Understanding Mutexes
2019-10-22
Those of us familiar with concurrency and parallelism know just how useful a mutex can be when protecting access to resources. But how do they work?
Here is a basic example, in Go, of a struct with a count
field and a method that increments this field when called:
package main
import "sync"
type protected struct {
count int
mtx sync.Mutex
}
func (p *protected) inc() {
p.mtx.Lock()
p.count++
p.mtx.Unlock()
}
As you can see, we lock the mutex, increment the counter, then unlock the mutex before returning. But at no point do we associate the mutex with a specific field. So how exactly does it protect access to p.count
?
While many other languages have similar implementations, for the purposes of this post I'm going to refer to a mutex in Go.
Lock/Unlock
Under the hood, when Lock()
is called, the mutex will attempt to perform an atomic compare-and-swap operation on an unexported int32
field. As the default "unlocked" value of this field is 0, if successful, this field will now equal 1 and we can consider the mutex to be locked. Similarly, Unlock()
attempts to set the field back to 0.
So what happens if we attempt to lock a mutex that is already locked? This depends on the current mode of the mutex, which is one of either normal or starvation.
Normal
In normal mode, calls to Lock/Unlock are queued in FIFO order. Each call will continually attempt to operate the mutex until eventually failing if it has been trying for more than 1ms - at which point it enters starvation mode.
Each outstanding call will compete with other calls for ownership of the mutex. It is quite common for newer calls to succeed first as they are already running on the CPU.
Starvation
In starvation mode, ownership of the mutex is handed off to the caller waiting at the front of the queue. Newer callers don't try to acquire the mutex even if it appears to be unlocked and instead of continually attempting to operate the mutex, they will queue themselves at the end of the queue.

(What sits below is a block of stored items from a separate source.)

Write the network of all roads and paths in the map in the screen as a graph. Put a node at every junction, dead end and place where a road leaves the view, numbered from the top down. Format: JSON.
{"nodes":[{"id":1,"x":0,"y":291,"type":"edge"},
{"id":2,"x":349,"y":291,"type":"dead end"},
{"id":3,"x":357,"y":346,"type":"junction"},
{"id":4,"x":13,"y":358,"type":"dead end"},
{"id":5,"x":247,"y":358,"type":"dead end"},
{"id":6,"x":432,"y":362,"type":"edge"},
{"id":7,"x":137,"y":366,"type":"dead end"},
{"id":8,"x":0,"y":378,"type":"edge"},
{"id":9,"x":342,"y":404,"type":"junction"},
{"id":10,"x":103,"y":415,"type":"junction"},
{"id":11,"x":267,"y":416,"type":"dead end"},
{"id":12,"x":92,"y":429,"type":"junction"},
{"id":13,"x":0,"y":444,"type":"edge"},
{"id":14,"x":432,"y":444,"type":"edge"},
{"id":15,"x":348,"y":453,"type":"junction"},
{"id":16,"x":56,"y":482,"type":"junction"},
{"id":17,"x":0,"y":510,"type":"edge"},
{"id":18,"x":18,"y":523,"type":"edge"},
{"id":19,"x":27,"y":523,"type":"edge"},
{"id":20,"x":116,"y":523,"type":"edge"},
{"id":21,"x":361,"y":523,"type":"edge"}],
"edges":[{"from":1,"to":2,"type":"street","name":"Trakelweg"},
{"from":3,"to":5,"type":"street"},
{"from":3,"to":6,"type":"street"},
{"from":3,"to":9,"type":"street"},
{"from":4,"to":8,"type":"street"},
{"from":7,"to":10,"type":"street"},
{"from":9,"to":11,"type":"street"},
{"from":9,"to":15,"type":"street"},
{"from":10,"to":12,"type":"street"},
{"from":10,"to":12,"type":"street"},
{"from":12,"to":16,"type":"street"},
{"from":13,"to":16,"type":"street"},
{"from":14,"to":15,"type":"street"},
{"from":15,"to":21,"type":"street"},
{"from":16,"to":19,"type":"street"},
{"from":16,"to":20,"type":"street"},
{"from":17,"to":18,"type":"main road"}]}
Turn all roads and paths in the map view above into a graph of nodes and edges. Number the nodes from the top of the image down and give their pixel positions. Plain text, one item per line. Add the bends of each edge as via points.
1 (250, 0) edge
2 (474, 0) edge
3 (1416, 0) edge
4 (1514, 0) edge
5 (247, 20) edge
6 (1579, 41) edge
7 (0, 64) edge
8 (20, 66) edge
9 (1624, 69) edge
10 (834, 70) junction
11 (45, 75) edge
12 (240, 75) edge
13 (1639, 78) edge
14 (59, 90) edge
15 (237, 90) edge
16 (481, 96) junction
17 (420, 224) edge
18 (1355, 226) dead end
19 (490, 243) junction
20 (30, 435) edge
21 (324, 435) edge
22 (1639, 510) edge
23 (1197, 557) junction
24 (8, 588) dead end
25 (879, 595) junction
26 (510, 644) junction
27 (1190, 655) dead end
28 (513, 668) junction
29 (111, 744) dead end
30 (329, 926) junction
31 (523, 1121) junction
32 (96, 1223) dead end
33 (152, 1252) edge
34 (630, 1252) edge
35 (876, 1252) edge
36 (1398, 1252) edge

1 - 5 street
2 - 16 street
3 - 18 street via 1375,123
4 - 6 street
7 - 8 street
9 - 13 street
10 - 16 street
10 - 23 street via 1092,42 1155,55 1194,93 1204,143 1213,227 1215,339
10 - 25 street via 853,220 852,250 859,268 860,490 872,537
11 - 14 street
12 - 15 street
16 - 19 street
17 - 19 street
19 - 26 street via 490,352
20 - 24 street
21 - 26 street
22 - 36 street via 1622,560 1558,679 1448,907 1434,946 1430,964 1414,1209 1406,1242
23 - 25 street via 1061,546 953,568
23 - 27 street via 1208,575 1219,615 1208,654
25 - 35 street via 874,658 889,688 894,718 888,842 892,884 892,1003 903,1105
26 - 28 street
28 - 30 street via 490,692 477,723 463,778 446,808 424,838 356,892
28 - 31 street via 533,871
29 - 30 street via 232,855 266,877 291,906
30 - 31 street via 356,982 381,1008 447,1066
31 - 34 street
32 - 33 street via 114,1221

If a caller sees that it is last in the queue, or it has waited for less time than the 1ms timeout, the mutex is set back to normal mode.
Considerations
- Attempting to unlock an unlocked mutex will result in a panic.
- It is possible to bypass a mutex if you have direct access to the resource memory, e.g., a pointer.
- Don't hold a mutex while performing long running tasks, e.g., IO-based operations.
- In some cases is can be more efficient to use a channel to protect access to shared resources.